[What the task asks]: Please print the data shown below without any alteration.

[The records]:
+-------+
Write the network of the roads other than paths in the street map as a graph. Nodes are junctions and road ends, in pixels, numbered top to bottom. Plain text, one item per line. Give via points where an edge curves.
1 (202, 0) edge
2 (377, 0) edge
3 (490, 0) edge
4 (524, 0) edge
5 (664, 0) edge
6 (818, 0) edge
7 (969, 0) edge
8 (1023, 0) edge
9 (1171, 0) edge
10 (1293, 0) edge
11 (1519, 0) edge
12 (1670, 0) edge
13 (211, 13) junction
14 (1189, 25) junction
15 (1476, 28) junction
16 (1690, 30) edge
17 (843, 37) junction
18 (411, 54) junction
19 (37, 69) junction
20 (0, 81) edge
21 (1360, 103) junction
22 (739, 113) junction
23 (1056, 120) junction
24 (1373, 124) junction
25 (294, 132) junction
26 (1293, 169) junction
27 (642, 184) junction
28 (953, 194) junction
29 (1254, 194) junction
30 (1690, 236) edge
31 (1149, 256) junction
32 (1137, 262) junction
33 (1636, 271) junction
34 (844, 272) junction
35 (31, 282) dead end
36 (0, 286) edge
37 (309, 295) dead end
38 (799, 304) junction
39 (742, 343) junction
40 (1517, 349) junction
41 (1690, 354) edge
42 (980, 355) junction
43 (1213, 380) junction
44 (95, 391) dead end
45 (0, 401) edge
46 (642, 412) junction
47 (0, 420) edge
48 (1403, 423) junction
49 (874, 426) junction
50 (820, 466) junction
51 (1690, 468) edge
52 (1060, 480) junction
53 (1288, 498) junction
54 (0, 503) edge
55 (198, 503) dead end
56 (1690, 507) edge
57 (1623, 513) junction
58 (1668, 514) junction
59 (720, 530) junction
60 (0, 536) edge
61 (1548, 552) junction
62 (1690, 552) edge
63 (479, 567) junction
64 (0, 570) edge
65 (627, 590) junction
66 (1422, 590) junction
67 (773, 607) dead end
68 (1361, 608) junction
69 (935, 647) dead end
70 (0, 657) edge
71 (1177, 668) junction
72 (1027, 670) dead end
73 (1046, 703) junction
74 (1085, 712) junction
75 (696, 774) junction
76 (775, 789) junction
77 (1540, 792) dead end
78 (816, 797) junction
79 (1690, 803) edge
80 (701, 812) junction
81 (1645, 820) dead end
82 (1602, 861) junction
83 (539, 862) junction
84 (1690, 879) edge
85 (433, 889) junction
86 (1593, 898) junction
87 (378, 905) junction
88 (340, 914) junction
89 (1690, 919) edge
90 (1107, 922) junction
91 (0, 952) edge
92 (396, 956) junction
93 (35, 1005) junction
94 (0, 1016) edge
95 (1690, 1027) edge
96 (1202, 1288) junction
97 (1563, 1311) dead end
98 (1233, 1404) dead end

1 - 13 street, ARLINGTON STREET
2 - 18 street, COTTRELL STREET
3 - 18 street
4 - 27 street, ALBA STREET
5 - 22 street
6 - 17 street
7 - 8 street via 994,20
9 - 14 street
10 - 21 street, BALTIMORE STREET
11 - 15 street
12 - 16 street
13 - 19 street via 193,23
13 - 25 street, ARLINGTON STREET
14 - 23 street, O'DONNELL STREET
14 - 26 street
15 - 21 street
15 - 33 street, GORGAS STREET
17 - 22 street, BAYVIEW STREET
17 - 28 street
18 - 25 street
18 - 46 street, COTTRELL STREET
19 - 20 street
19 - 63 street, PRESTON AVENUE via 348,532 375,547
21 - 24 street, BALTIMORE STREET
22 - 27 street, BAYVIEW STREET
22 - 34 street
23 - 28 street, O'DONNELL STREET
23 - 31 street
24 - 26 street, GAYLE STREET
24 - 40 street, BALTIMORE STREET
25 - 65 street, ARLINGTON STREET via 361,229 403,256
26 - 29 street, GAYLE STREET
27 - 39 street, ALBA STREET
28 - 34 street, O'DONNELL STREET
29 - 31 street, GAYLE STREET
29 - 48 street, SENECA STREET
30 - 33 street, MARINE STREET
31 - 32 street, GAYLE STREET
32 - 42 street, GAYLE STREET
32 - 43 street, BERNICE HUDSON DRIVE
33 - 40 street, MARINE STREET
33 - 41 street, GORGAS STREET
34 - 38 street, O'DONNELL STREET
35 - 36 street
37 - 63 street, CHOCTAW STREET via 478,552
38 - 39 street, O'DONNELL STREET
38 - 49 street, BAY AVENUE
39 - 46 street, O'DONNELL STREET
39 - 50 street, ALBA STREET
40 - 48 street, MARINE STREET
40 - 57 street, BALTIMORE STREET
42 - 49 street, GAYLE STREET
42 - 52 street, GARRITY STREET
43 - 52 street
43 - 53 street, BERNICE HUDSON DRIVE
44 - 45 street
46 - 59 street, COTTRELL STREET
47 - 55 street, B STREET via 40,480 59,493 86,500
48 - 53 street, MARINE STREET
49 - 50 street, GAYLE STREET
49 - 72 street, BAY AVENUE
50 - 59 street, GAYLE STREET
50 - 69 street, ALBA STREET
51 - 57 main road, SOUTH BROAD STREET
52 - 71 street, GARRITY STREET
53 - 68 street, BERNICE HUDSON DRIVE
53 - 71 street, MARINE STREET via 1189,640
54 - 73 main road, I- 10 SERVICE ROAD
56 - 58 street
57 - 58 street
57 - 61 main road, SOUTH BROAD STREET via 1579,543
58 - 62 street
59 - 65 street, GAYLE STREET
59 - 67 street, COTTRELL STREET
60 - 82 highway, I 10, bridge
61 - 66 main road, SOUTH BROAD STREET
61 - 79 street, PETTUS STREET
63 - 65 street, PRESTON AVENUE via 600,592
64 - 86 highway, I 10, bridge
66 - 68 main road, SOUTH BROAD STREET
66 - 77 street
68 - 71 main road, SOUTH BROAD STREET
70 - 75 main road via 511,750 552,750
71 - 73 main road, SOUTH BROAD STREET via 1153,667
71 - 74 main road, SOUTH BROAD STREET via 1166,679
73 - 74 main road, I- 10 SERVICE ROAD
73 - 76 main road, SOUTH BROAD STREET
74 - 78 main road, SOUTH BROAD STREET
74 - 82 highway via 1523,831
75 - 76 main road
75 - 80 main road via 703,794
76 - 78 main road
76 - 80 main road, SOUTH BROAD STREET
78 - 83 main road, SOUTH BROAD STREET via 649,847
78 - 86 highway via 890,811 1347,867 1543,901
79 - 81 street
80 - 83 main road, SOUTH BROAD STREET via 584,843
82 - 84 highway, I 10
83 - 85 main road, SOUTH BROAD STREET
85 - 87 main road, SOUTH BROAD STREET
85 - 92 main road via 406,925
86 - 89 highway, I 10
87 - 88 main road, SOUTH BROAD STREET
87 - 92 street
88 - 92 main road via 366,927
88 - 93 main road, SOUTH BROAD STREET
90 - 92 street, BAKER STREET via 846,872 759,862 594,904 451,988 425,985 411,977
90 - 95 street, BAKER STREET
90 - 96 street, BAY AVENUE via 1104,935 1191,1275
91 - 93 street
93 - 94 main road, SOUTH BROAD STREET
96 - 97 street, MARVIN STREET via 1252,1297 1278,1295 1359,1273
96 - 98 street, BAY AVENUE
+-------+
[Task answer]:
Write the network of the roads other than paths in the street map as a graph. Nodes are junctions and road ends, in pixels, numbered top to bottom. Plain text, one item per line. Give via points where an edge curves.
1 (202, 0) edge
2 (377, 0) edge
3 (490, 0) edge
4 (524, 0) edge
5 (664, 0) edge
6 (818, 0) edge
7 (969, 0) edge
8 (1023, 0) edge
9 (1171, 0) edge
10 (1293, 0) edge
11 (1519, 0) edge
12 (1670, 0) edge
13 (211, 13) junction
14 (1189, 25) junction
15 (1476, 28) junction
16 (1690, 30) edge
17 (843, 37) junction
18 (411, 54) junction
19 (37, 69) junction
20 (0, 81) edge
21 (1360, 103) junction
22 (739, 113) junction
23 (1056, 120) junction
24 (1373, 124) junction
25 (294, 132) junction
26 (1293, 169) junction
27 (642, 184) junction
28 (953, 194) junction
29 (1254, 194) junction
30 (1690, 236) edge
31 (1149, 256) junction
32 (1137, 262) junction
33 (1636, 271) junction
34 (844, 272) junction
35 (31, 282) dead end
36 (0, 286) edge
37 (309, 295) dead end
38 (799, 304) junction
39 (742, 343) junction
40 (1517, 349) junction
41 (1690, 354) edge
42 (980, 355) junction
43 (1213, 380) junction
44 (95, 391) dead end
45 (0, 401) edge
46 (642, 412) junction
47 (0, 420) edge
48 (1403, 423) junction
49 (874, 426) junction
50 (820, 466) junction
51 (1690, 468) edge
52 (1060, 480) junction
53 (1288, 498) junction
54 (0, 503) edge
55 (198, 503) dead end
56 (1690, 507) edge
57 (1623, 513) junction
58 (1668, 514) junction
59 (720, 530) junction
60 (0, 536) edge
61 (1548, 552) junction
62 (1690, 552) edge
63 (479, 567) junction
64 (0, 570) edge
65 (627, 590) junction
66 (1422, 590) junction
67 (773, 607) dead end
68 (1361, 608) junction
69 (935, 647) dead end
70 (0, 657) edge
71 (1177, 668) junction
72 (1027, 670) dead end
73 (1046, 703) junction
74 (1085, 712) junction
75 (696, 774) junction
76 (775, 789) junction
77 (1540, 792) dead end
78 (816, 797) junction
79 (1690, 803) edge
80 (701, 812) junction
81 (1645, 820) dead end
82 (1602, 861) junction
83 (539, 862) junction
84 (1690, 879) edge
85 (433, 889) junction
86 (1593, 898) junction
87 (378, 905) junction
88 (340, 914) junction
89 (1690, 919) edge
90 (1107, 922) junction
91 (0, 952) edge
92 (396, 956) junction
93 (35, 1005) junction
94 (0, 1016) edge
95 (1690, 1027) edge
96 (1202, 1288) junction
97 (1563, 1311) dead end
98 (1233, 1404) dead end

1 - 13 street, ARLINGTON STREET
2 - 18 street, COTTRELL STREET
3 - 18 street
4 - 27 street, ALBA STREET
5 - 22 street
6 - 17 street
7 - 8 street via 994,20
9 - 14 street
10 - 21 street, BALTIMORE STREET
11 - 15 street
12 - 16 street
13 - 19 street via 193,23
13 - 25 street, ARLINGTON STREET
14 - 23 street, O'DONNELL STREET
14 - 26 street
15 - 21 street
15 - 33 street, GORGAS STREET
17 - 22 street, BAYVIEW STREET
17 - 28 street
18 - 25 street
18 - 46 street, COTTRELL STREET
19 - 20 street
19 - 63 street, PRESTON AVENUE via 348,532 375,547
21 - 24 street, BALTIMORE STREET
22 - 27 street, BAYVIEW STREET
22 - 34 street
23 - 28 street, O'DONNELL STREET
23 - 31 street
24 - 26 street, GAYLE STREET
24 - 40 street, BALTIMORE STREET
25 - 65 street, ARLINGTON STREET via 361,229 403,256
26 - 29 street, GAYLE STREET
27 - 39 street, ALBA STREET
28 - 34 street, O'DONNELL STREET
29 - 31 street, GAYLE STREET
29 - 48 street, SENECA STREET
30 - 33 street, MARINE STREET
31 - 32 street, GAYLE STREET
32 - 42 street, GAYLE STREET
32 - 43 street, BERNICE HUDSON DRIVE
33 - 40 street, MARINE STREET
33 - 41 street, GORGAS STREET
34 - 38 street, O'DONNELL STREET
35 - 36 street
37 - 63 street, CHOCTAW STREET via 478,552
38 - 39 street, O'DONNELL STREET
38 - 49 street, BAY AVENUE
39 - 46 street, O'DONNELL STREET
39 - 50 street, ALBA STREET
40 - 48 street, MARINE STREET
40 - 57 street, BALTIMORE STREET
42 - 49 street, GAYLE STREET
42 - 52 street, GARRITY STREET
43 - 52 street
43 - 53 street, BERNICE HUDSON DRIVE
44 - 45 street
46 - 59 street, COTTRELL STREET
47 - 55 street, B STREET via 40,480 59,493 86,500
48 - 53 street, MARINE STREET
49 - 50 street, GAYLE STREET
49 - 72 street, BAY AVENUE
50 - 59 street, GAYLE STREET
50 - 69 street, ALBA STREET
51 - 57 main road, SOUTH BROAD STREET
52 - 71 street, GARRITY STREET
53 - 68 street, BERNICE HUDSON DRIVE
53 - 71 street, MARINE STREET via 1189,640
54 - 73 main road, I- 10 SERVICE ROAD
56 - 58 street
57 - 58 street
57 - 61 main road, SOUTH BROAD STREET via 1579,543
58 - 62 street
59 - 65 street, GAYLE STREET
59 - 67 street, COTTRELL STREET
60 - 82 highway, I 10, bridge
61 - 66 main road, SOUTH BROAD STREET
61 - 79 street, PETTUS STREET
63 - 65 street, PRESTON AVENUE via 600,592
64 - 86 highway, I 10, bridge
66 - 68 main road, SOUTH BROAD STREET
66 - 77 street
68 - 71 main road, SOUTH BROAD STREET
70 - 75 main road via 511,750 552,750
71 - 73 main road, SOUTH BROAD STREET via 1153,667
71 - 74 main road, SOUTH BROAD STREET via 1166,679
73 - 74 main road, I- 10 SERVICE ROAD
73 - 76 main road, SOUTH BROAD STREET
74 - 78 main road, SOUTH BROAD STREET
74 - 82 highway via 1523,831
75 - 76 main road
75 - 80 main road via 703,794
76 - 78 main road
76 - 80 main road, SOUTH BROAD STREET
78 - 83 main road, SOUTH BROAD STREET via 649,847
78 - 86 highway via 890,811 1347,867 1543,901
79 - 81 street
80 - 83 main road, SOUTH BROAD STREET via 584,843
82 - 84 highway, I 10
83 - 85 main road, SOUTH BROAD STREET
85 - 87 main road, SOUTH BROAD STREET
85 - 92 main road via 406,925
86 - 89 highway, I 10
87 - 88 main road, SOUTH BROAD STREET
87 - 92 street
88 - 92 main road via 366,927
88 - 93 main road, SOUTH BROAD STREET
90 - 92 street, BAKER STREET via 846,872 759,862 594,904 451,988 425,985 411,977
90 - 95 street, BAKER STREET
90 - 96 street, BAY AVENUE via 1104,935 1191,1275
91 - 93 street
93 - 94 main road, SOUTH BROAD STREET
96 - 97 street, MARVIN STREET via 1252,1297 1278,1295 1359,1273
96 - 98 street, BAY AVENUE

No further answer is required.